Sarah Ting

Zero downtime deploys with Docker and php-fpm/nginx

I’m still in the middle of moving an existing web application into Docker! I’ve written about it a little previously in Laravel/PHP/nginx Alpine Dockerfile.

For my personal projects I refuse to use cloud hosts due to the cost. This means I get to have lots of fun figuring out the deployment pipeline that I normally wouldn’t have to worry about with a cloud host with managed container orchestration.

I have three production servers set up —

  • Web server (nginx container, certbot container, and app container with the web image)
  • Jobs server (app container with the jobs image)
  • Scheduler server (app container with the scheduler image)

This post pertains to the deploy script for the web server. My previous deployment process for this project was handled by a single bash script that did the following —

  • Pull the most recent release branch into the web server
  • Build the project into a new release folder
  • Update the symlink of the web folder to point towards the new release folder
  • Gracefully reload apache

This is fast and easy but has a few obvious stability issues.

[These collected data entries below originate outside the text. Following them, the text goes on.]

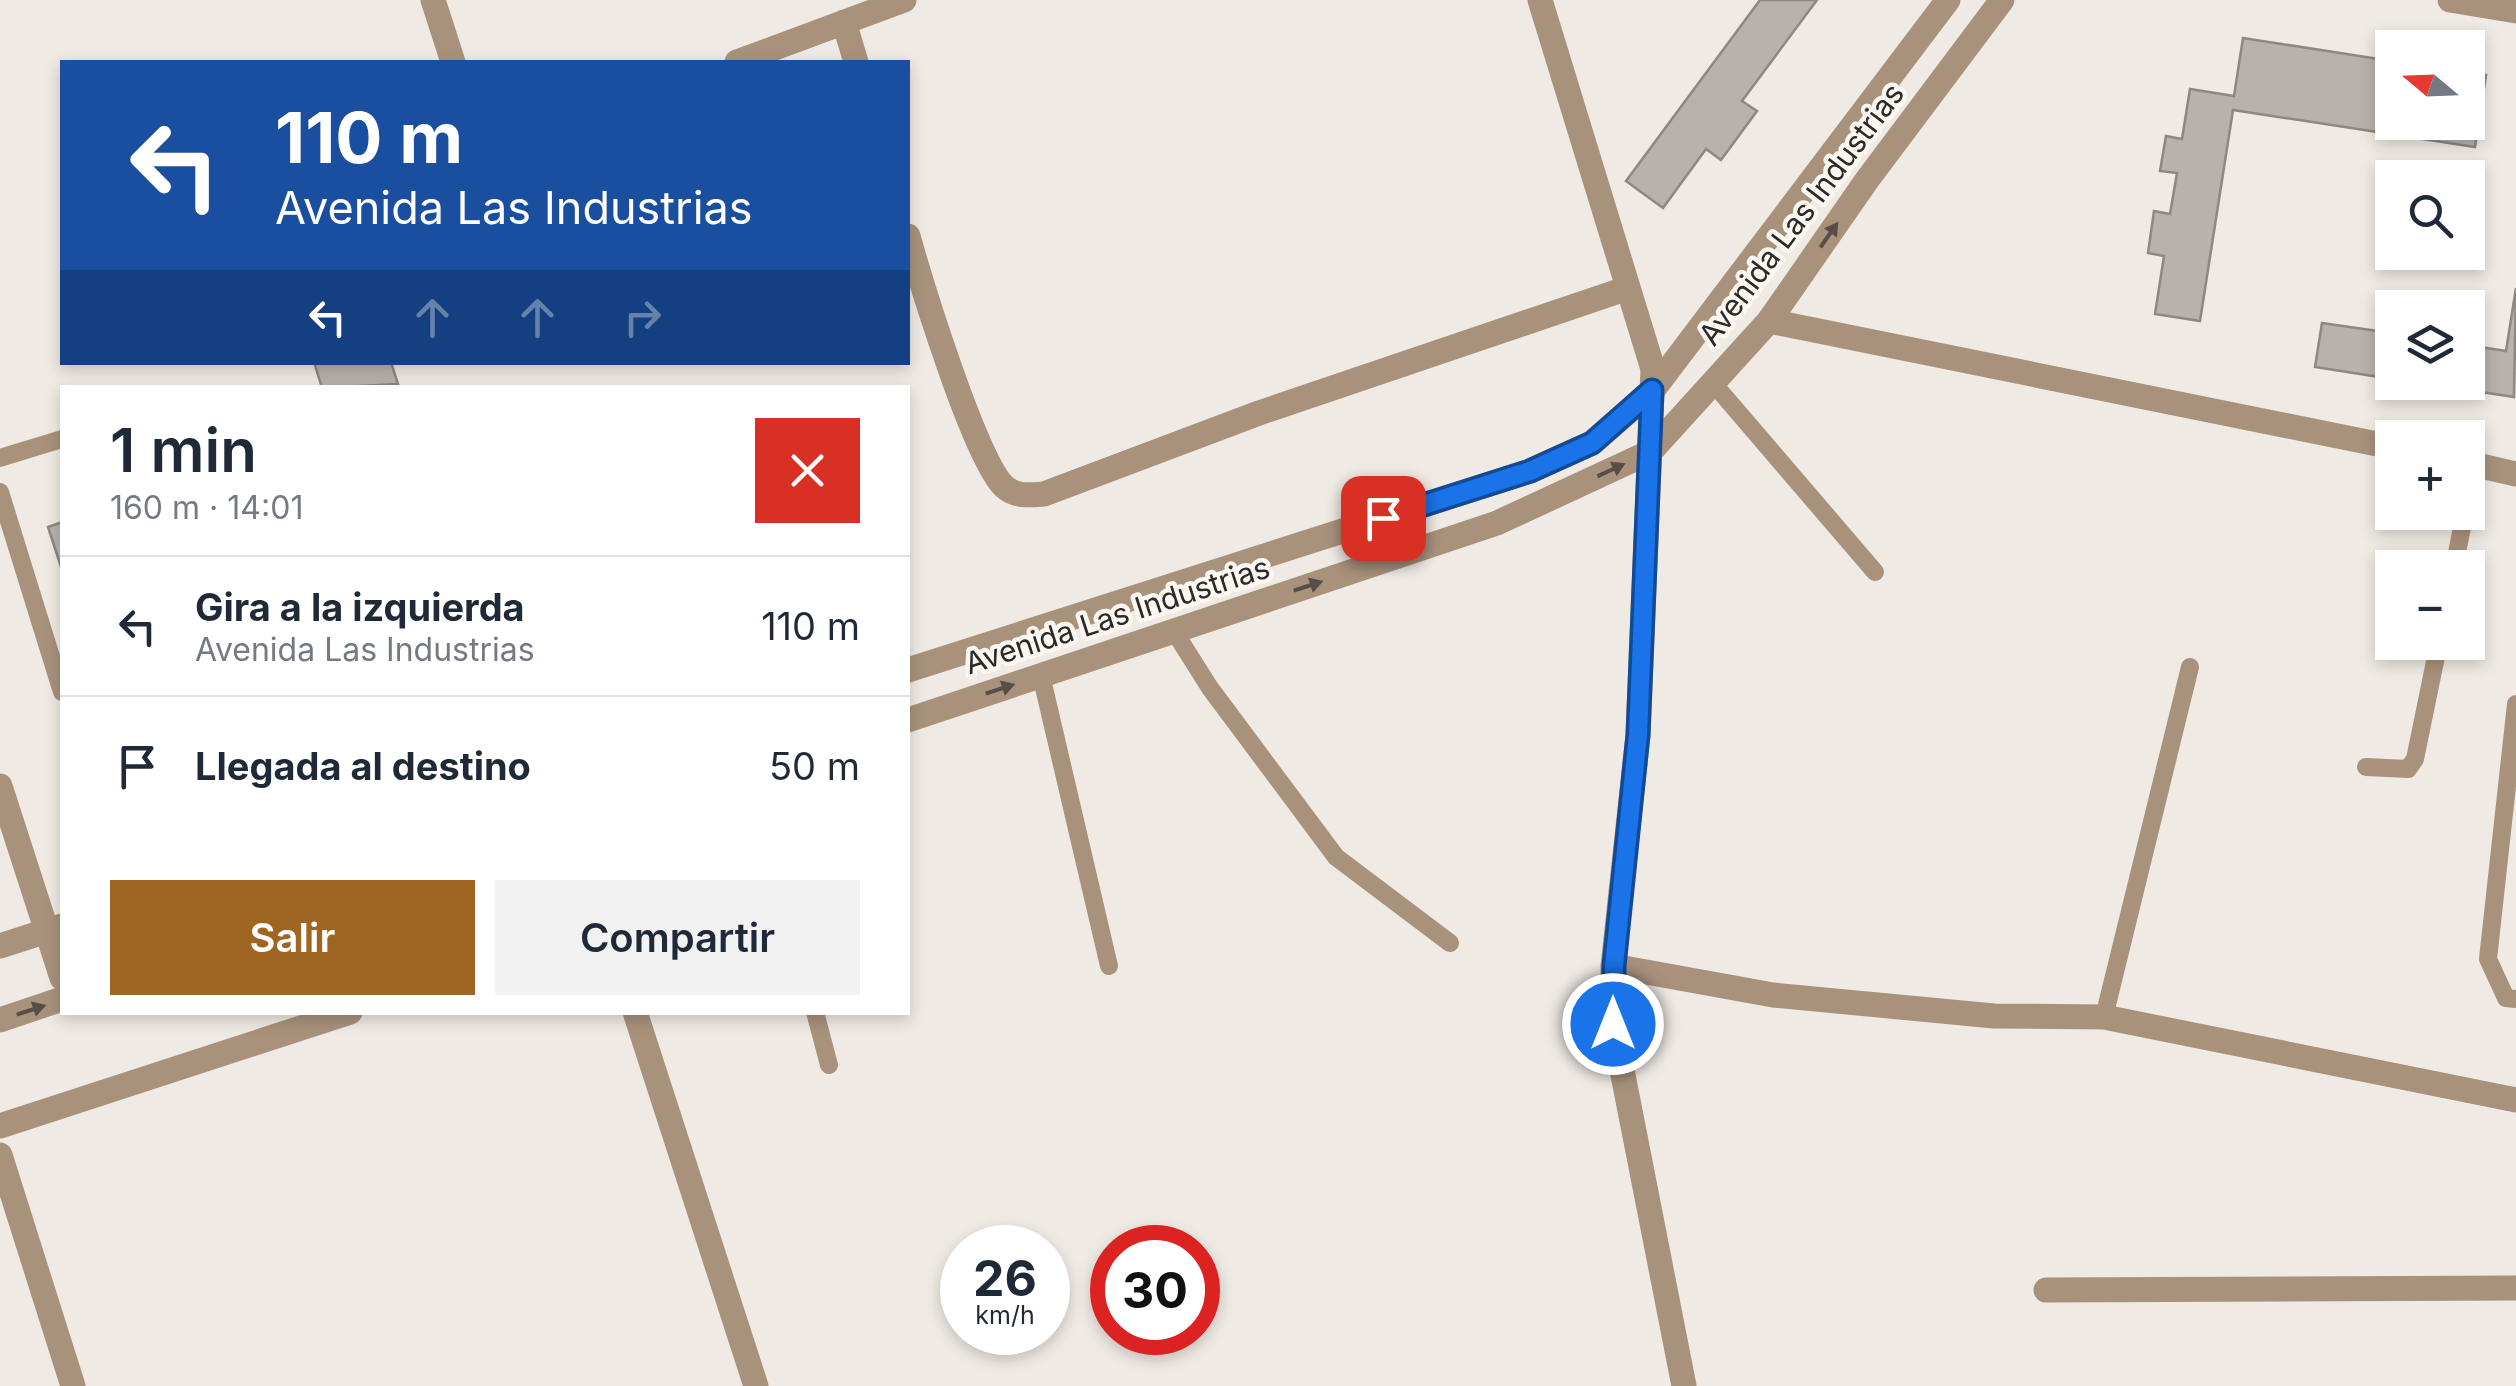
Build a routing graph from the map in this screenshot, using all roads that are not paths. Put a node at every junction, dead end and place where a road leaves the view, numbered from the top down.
1 (433, 0) edge
2 (904, 0) edge
3 (1540, 0) edge
4 (1948, 0) edge
5 (2002, 0) edge
6 (2450, 0) edge
7 (2516, 10) edge
8 (844, 22) junction
9 (453, 60) edge
10 (741, 60) edge
11 (855, 60) edge
12 (910, 243) edge
13 (1628, 288) junction
14 (1769, 322) junction
15 (1714, 383) junction
16 (1652, 390) junction
17 (60, 439) edge
18 (2375, 444) edge
19 (1650, 452) junction
20 (0, 458) edge
21 (2485, 467) edge
22 (2516, 474) edge
23 (0, 492) edge
24 (1875, 572) dead end
25 (1174, 630) junction
26 (2435, 660) edge
27 (2190, 668) dead end
28 (910, 669) edge
29 (1041, 675) junction
30 (60, 686) edge
31 (2516, 704) edge
32 (910, 719) edge
33 (2366, 768) dead end
34 (0, 786) edge
35 (55, 928) edge
36 (1450, 944) dead end
37 (0, 946) edge
38 (60, 964) edge
39 (1109, 966) dead end
40 (1614, 966) junction
41 (2516, 998) edge
42 (60, 1000) edge
43 (341, 1015) edge
44 (636, 1015) edge
45 (816, 1015) edge
46 (2104, 1017) junction
47 (0, 1020) edge
48 (829, 1065) dead end
49 (2516, 1100) edge
50 (0, 1126) edge
51 (0, 1155) edge
52 (2516, 1288) edge
53 (2046, 1290) dead end
54 (74, 1386) edge
55 (756, 1386) edge
56 (1684, 1386) edge

1 - 9 street
2 - 8 street
3 - 13 street
4 - 16 street, Avenida Las Industrias
14 -> 5 street, Avenida Las Industrias
6 - 7 street
8 - 10 street
8 - 11 street
12 - 13 street
13 - 16 street
14 - 15 street, Avenida Las Industrias
14 - 18 street
15 - 19 street, Avenida Las Industrias
15 - 24 lane
16 - 19 street
16 - 28 street, Avenida Las Industrias
17 - 20 lane
25 -> 19 street, Avenida Las Industrias
19 - 40 street
21 - 22 street
23 - 30 lane
25 - 29 street, Avenida Las Industrias
25 - 36 lane
26 - 33 lane
27 - 46 lane
32 -> 29 street, Avenida Las Industrias
29 - 39 lane
31 - 41 lane
34 - 35 street
35 - 37 street
35 - 38 street
40 - 46 street
40 - 56 street
47 -> 42 street
43 - 50 street
44 - 55 street
45 - 48 lane
46 - 49 street
51 - 54 street
52 - 53 street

Since this will be deprecated anyway, let’s move onto talking about the Docker release strategy instead.


😱 docker-compose: The naive solution

My first attempt was to just toss a docker compose YML onto each staging server so I could docker-compose up to put the server up.

I didn’t have high expectations, and my suspicions were confirmed — if I updated the image version and re-upped the application, the website would go down while the container is being deployed (502). This is caused by the old container being removed before the new container is run.


🤔 docker-compose —scale?

I found one solution published by Tines which seemed to make sense. This solution describes creating a deployment bash script which takes the following steps —

  1. Use the --scale flag of docker-compose to put up a new container alongside the old.
  2. Wait for the new container to respond on the provisioned port.
  3. Reload nginx so that nginx is now aware of the new container.
  4. Stop the old container.
  5. Reload nginx again so that nginx removes the old container from the upstream.

I tried this out, but this was still producing a noticeable second of downtime for me that could be reproduced just by having the website open in one window and continuously refreshing. This didn’t present as an error message for me, and instead would hang while loading forever.

This downtime happens between steps 4 and 5 above, and occurs due to nginx routing the request to a container that is being stopped. I thought I might be able to fix this by adjusting the nginx settings, but I wasn’t out of ideas that I wanted to try yet, so I moved onto the next solution.


🚀 Back to bash!

Servers For Hackers’ Shipping Docker course suggests a more manual solution that replaces the upstream docker container name explicitly in the nginx configurations. I made some of my own additions according to what I needed for my use case and cobbled together the following script.

This does the following —

  1. Put up a new container
  2. Spam the healthcheck for the container until it passes
    1. I decided to replace the curl command with the healthcheck command as I think this more reliably reflects the container status. This comes with the notable downside of having a delay before the first healthcheck passes (caused by the initial healthcheck always occurring after the configured healthcheck interval, per the documentation).
    2. I don’t mind the wait, but I also added an optional -n flag which will skip the healthcheck and immediately swap the container out. I could improve on this by checking and skipping the healthcheck for the new container if the old container is already failing its healthcheck, since this reflects that the site is already down.
  3. Once the healthcheck passes:
    1. Explicitly replace the new container name into the nginx configuration, then reload nginx. This step will abort if the nginx configuration fails.
    2. Once the swap is complete, remove old and dangling containers.
  4. If the healthcheck fails, or times out (after 2 minutes):
    1. Abort and clean up the new containers.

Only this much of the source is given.